Nastroje pogorszyły się mimo złagodzenia presji inflacyjnej ze strony cen ropy naftowej. Od rekordu na poziomie 147,27 USD za baryłkę na początku lipca spadły one o prawie 20 proc., ale nadal są o 60 proc. wyższe niż przed rokiem.

Inflacja w strefie euro zmniejszyła się do 3,8 proc. z 4 proc. w lipcu, ale wciąż znacząco przekracza docelowy poziom Europejskiego Banku Centralnego wynoszący niecałe 2 proc.

W drugim kwartale strefa euro odnotowała spadek produktu krajowego brutto, a w sierpniu zmniejszyła się aktywność zarówno przemysłu, jak i usług. Zamówienia w niemieckich fabrykach spadają od siedmiu miesięcy. Piątkowe raporty o pogorszeniu nastrojów potwierdzają, że tendencja spadkowa PKB może w tym rejonie przesunąć się na trzeci kwartał, co oznaczałoby już recesję.

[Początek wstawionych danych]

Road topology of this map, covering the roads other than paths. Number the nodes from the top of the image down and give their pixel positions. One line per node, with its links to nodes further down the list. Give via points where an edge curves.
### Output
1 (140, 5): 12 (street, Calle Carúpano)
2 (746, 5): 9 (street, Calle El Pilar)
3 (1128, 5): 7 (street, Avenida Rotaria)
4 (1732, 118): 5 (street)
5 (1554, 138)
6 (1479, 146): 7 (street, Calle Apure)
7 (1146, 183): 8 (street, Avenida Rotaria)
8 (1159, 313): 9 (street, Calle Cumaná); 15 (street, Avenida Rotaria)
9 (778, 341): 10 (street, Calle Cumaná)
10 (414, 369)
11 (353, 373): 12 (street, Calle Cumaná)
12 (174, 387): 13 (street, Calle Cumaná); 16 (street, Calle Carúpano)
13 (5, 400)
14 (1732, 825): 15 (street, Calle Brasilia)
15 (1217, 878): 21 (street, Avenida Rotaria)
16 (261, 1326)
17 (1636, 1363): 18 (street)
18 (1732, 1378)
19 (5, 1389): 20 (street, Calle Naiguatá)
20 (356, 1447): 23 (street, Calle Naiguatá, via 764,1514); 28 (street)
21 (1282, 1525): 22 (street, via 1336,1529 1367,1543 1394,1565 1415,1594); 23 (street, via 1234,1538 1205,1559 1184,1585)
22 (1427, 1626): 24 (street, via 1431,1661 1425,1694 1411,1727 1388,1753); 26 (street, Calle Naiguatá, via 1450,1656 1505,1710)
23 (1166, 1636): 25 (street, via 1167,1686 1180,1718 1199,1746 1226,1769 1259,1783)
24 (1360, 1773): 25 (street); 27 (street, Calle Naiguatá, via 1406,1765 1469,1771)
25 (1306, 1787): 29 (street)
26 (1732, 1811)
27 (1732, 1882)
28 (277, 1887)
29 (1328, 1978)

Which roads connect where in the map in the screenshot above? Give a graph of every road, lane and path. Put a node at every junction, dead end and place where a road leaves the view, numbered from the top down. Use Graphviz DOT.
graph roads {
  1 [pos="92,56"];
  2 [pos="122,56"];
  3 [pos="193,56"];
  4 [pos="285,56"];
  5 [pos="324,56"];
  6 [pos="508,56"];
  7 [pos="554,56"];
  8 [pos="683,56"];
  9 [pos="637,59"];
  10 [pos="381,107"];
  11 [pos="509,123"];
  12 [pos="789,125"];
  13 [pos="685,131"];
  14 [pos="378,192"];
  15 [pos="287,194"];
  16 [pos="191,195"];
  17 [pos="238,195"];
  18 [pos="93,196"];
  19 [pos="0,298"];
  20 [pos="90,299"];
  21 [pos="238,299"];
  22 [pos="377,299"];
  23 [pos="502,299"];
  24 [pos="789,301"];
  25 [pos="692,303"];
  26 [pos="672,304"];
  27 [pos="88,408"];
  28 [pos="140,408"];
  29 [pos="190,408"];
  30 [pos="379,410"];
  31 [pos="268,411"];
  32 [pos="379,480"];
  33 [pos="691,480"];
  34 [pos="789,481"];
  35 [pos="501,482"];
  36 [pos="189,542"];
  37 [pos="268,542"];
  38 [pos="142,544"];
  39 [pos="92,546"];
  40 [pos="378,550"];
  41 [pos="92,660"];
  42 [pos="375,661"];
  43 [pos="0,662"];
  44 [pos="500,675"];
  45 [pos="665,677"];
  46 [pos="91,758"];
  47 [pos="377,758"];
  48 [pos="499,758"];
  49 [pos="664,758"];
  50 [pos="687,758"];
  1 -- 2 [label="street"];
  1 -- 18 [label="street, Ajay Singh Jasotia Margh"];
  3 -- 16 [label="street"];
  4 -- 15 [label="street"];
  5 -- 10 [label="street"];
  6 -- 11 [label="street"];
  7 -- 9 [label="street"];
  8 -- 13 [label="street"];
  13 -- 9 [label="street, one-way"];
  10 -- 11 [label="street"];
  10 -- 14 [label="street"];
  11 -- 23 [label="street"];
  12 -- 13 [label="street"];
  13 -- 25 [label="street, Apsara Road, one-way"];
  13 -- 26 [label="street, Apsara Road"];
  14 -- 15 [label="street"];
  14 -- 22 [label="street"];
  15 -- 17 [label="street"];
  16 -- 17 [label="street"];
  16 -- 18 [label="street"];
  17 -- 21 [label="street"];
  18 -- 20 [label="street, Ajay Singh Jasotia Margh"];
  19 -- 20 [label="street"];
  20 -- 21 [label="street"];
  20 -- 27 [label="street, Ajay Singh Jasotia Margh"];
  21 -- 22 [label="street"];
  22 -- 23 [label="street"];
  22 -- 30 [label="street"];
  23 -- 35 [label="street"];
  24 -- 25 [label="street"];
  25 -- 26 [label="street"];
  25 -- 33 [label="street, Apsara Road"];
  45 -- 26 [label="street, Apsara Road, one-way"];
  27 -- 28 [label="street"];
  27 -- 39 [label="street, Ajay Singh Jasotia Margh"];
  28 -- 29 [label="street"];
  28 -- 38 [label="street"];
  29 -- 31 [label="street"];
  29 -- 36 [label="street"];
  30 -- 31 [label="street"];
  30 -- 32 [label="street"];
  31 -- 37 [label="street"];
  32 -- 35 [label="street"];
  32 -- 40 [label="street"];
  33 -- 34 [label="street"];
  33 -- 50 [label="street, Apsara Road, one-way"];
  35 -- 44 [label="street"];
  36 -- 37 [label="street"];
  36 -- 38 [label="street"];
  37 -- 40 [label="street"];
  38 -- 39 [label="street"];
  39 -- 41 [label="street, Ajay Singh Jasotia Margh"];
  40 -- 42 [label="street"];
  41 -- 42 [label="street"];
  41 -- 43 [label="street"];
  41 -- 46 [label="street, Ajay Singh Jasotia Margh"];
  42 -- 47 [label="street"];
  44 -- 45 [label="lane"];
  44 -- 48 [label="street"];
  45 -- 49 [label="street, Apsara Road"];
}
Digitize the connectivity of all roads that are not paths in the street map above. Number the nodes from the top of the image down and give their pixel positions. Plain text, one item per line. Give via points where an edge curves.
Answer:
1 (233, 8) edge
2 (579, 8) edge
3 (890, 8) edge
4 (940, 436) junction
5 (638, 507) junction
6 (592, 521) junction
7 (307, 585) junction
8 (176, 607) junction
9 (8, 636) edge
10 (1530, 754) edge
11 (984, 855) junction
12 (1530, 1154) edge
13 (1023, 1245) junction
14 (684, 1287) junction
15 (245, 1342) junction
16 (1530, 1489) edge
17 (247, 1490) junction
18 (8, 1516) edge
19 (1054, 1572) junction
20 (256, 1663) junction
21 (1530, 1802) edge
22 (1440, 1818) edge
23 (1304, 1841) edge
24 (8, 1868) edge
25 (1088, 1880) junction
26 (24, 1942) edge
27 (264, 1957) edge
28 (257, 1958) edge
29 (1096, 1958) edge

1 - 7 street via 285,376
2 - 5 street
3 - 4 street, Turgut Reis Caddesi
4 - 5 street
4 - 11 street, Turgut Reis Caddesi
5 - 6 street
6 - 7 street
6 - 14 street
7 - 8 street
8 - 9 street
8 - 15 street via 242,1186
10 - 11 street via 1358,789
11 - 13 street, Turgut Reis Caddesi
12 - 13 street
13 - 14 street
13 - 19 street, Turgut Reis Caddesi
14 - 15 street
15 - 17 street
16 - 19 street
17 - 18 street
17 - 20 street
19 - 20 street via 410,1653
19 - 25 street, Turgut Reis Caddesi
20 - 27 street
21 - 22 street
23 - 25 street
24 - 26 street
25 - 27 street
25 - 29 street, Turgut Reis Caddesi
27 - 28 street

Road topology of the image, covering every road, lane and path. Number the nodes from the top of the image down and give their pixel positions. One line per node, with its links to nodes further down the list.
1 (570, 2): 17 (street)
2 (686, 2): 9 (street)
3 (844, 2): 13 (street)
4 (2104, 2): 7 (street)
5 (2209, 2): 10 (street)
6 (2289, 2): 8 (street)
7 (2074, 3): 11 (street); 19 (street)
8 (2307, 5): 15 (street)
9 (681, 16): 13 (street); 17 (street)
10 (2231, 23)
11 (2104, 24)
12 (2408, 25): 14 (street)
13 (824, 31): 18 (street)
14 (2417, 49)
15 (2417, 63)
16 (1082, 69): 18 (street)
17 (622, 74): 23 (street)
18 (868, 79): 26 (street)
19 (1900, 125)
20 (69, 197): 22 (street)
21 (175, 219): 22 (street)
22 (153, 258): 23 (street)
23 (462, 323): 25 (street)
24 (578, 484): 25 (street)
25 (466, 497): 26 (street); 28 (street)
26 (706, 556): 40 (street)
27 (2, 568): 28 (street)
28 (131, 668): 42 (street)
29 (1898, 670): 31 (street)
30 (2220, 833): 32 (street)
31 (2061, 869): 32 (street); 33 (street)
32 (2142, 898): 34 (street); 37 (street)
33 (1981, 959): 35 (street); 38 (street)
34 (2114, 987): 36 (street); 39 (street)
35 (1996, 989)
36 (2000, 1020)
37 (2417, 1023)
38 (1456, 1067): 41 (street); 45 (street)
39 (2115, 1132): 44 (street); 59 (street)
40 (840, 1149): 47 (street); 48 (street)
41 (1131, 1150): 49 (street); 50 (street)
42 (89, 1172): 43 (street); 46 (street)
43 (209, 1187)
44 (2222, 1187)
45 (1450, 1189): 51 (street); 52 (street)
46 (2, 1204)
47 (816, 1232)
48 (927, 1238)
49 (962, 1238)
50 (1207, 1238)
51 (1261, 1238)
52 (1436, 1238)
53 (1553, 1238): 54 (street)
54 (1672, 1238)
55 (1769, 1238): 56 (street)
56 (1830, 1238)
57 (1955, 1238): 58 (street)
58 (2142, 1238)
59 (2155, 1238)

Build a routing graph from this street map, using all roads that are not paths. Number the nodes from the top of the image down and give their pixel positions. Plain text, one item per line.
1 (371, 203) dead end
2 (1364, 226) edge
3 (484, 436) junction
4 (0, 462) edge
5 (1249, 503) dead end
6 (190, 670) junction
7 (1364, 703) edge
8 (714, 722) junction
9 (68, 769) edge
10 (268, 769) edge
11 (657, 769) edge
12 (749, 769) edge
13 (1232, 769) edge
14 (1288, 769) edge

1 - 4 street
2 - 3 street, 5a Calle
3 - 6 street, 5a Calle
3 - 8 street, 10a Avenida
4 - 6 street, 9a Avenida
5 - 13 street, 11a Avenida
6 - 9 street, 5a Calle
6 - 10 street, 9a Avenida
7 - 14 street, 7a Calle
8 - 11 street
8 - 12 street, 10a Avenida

Wprawdzie inflacja nieco spadła, ale członkowie rady EBC ostrzegają, że nie ma co spieszyć się z obniżaniem stóp procentowych, nawet mimo widocznego spowolnienia rozwoju gospodarczego. Taką opinię wygłosił ostatnio Axel Weber, a Lorenzo Bini Smaghi w piątkowym wywiadzie telewizyjnym stwierdził, że inflacja jest "zbyt wysoka" i musi być obniżona do docelowego poziomu EBC.